The Business Growth Factor
Community Connect Recap
6 min read Leadership

Goal Setting and OKRs

How Objectives and Key Results force strategic choices, align your team, and translate strategy into Monday morning.

Lyndon Smith

Hosted by

Lyndon Smith

Founder, Expansive EDGE · two decades in operations

Key takeaways

  • An OKR pairs an ambitious qualitative Objective with 2-4 measurable Key Results. Quarterly cadence works for most SMBs.
  • The 70% rule: calibrate KRs so hitting 70% counts as success. Consistently hitting 100% means the bar was too low.
  • Limit yourself to 2-3 Objectives per quarter. The value isn't the framework, it's the forcing function to decide what NOT to do.
  • Cadence: set quarterly, check monthly, review weekly. Skip the weekly and your OKRs become a wallpaper exercise.
  • Most traditional SMB goal-setting fails because goals are activities, not outcomes. KRs must be measurable and outcome-based.

Most SMB goal-setting fails the same way every year. The owner blocks off a Friday in December, draws up a long list of things the business should do better, and emails it to the team. By March it's forgotten, by June it's irrelevant, and by year-end no one remembers what the original goals even were.

A goal you don't measure isn't a goal. It's a wish.
, Lyndon, Jan 22 Community Connect

This session walked through how Objectives and Key Results, the same framework Intel, Google, and a thousand smaller companies use, can be adapted for SMBs without the bureaucracy that usually buries it.

1

What an OKR actually is

An OKR has two pieces:

  • Objective (O), qualitative, directional, inspiring. A short statement of what success looks like. “Become the easiest engineering firm in the region to work with.”
  • Key Results (KR), three to five measurable outcomes that prove you got there. “Net Promoter Score ≥ 60.” “Average quote turnaround time < 48 hours.” “Zero late deliveries on top-20 clients.”

The Objective inspires. The Key Results keep you honest. Without both, you have either a wish or a vanity metric.

2

Why OKRs work where traditional goals fail

Three reasons OKRs are different from the “10 things we want to do better” list:

  • They force prioritization. Three objectives max at the company level. Three KRs per objective. If everything matters, nothing does.
  • They're measurable by design. If a KR can't be scored on a 0.0–1.0 scale at quarter-end, it's not a KR. Rewrite it.
  • They make alignment visible. Every team's OKRs ladder up to a company OKR. Anyone can see how their week's work supports the strategy.
3

The 70% rule

A well-set OKR should be ambitious enough that 70% completion is a strong quarter. If you're hitting 100% consistently, you're either sandbagging the KRs or playing too safe.

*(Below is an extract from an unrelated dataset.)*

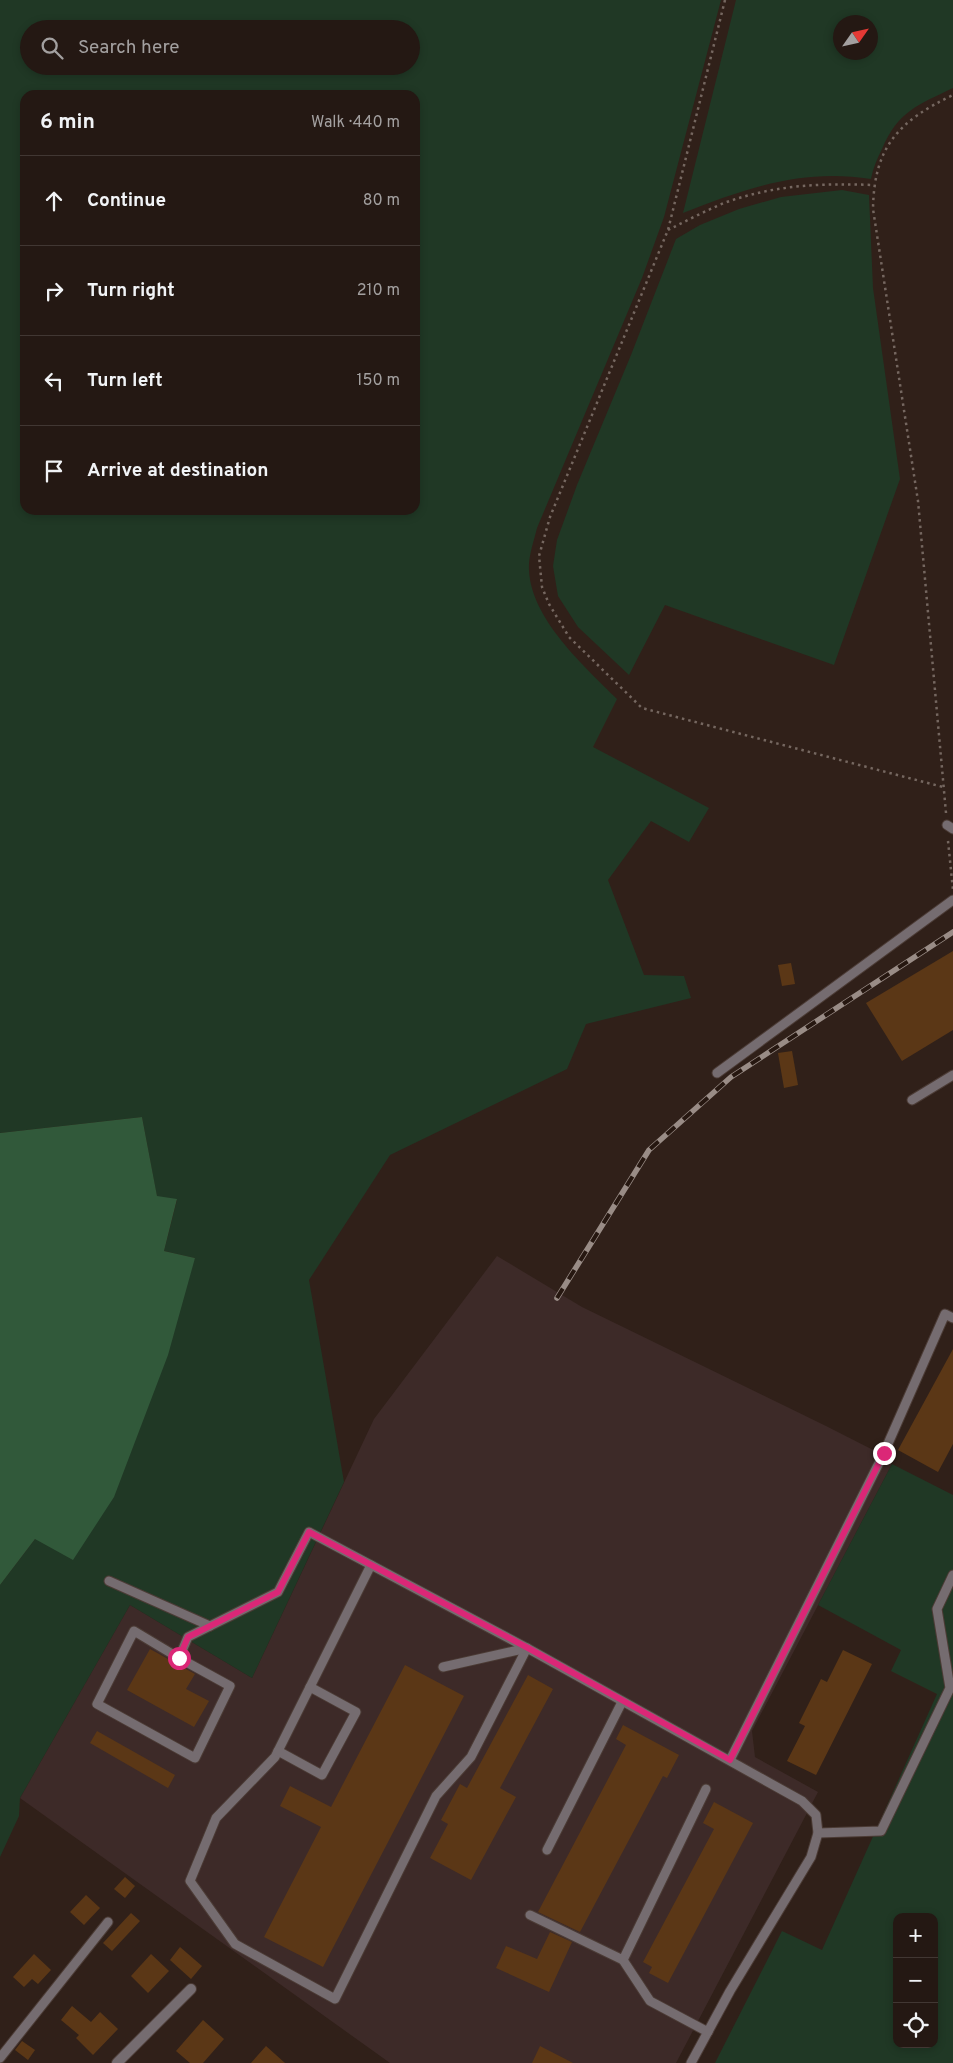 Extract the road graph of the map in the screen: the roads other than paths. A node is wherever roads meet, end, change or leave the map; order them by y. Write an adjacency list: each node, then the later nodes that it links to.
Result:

If you always hit 100%, your goals weren't real goals. They were a to-do list with extra steps.

This is a hard cultural shift for owners coming from traditional KPIs, where missing the number is a problem. In an OKR culture, missing by 30% is the norm, what matters is whether you learned something, moved the needle, and what you do with the next quarter.

4

The cadence that makes it stick

OKRs without a rhythm are New Year's resolutions. The cadence we recommend for SMBs:

  • Quarterly set / score, pick objectives at the start of each quarter, score honestly at the end.
  • Monthly check-in, 30 minutes with the leadership team. Where are we against each KR? What's blocking us?
  • Weekly visibility, KR progress numbers posted somewhere everyone sees them. Doesn't need software, a whiteboard or shared sheet is fine.

This is what most SMBs get wrong. They run the kickoff well, then quietly stop measuring. The whole machine depends on the score being visible.

5

The traps to avoid

  • Too many objectives. Three at company level, ever. Cut ruthlessly.
  • KRs that are tasks, not outcomes. “Launch new website” is a project. “Reduce bounce rate to under 40%” is a Key Result.
  • Tying OKRs to compensation. The fastest way to kill ambition. People sandbag KRs they're paid on. Keep OKRs separate from bonus math.
  • Setting and forgetting. Without a monthly review, OKRs die quietly. The leadership team has to keep them alive.

What to do this week

Try OKRs in one quarter and see what changes:

  1. 1Pick ONE company-level objective for the next 90 days. Just one. Write it on a single line.
  2. 2Define 3 Key Results that prove you achieved it. Each must be measurable on a 0.0–1.0 scale.
  3. 3Share with your team in your next meeting. Ask each person to draft 1–2 OKRs that ladder up.
  4. 4Book the monthly check-in on the calendar now, 30 minutes, leadership team, what's the score.
  5. 5Score honestly at the end of the quarter. Then set the next one.

Strategy is what you don't do. OKRs are the framework that makes that decision visible, to you, your team, and the work week ahead.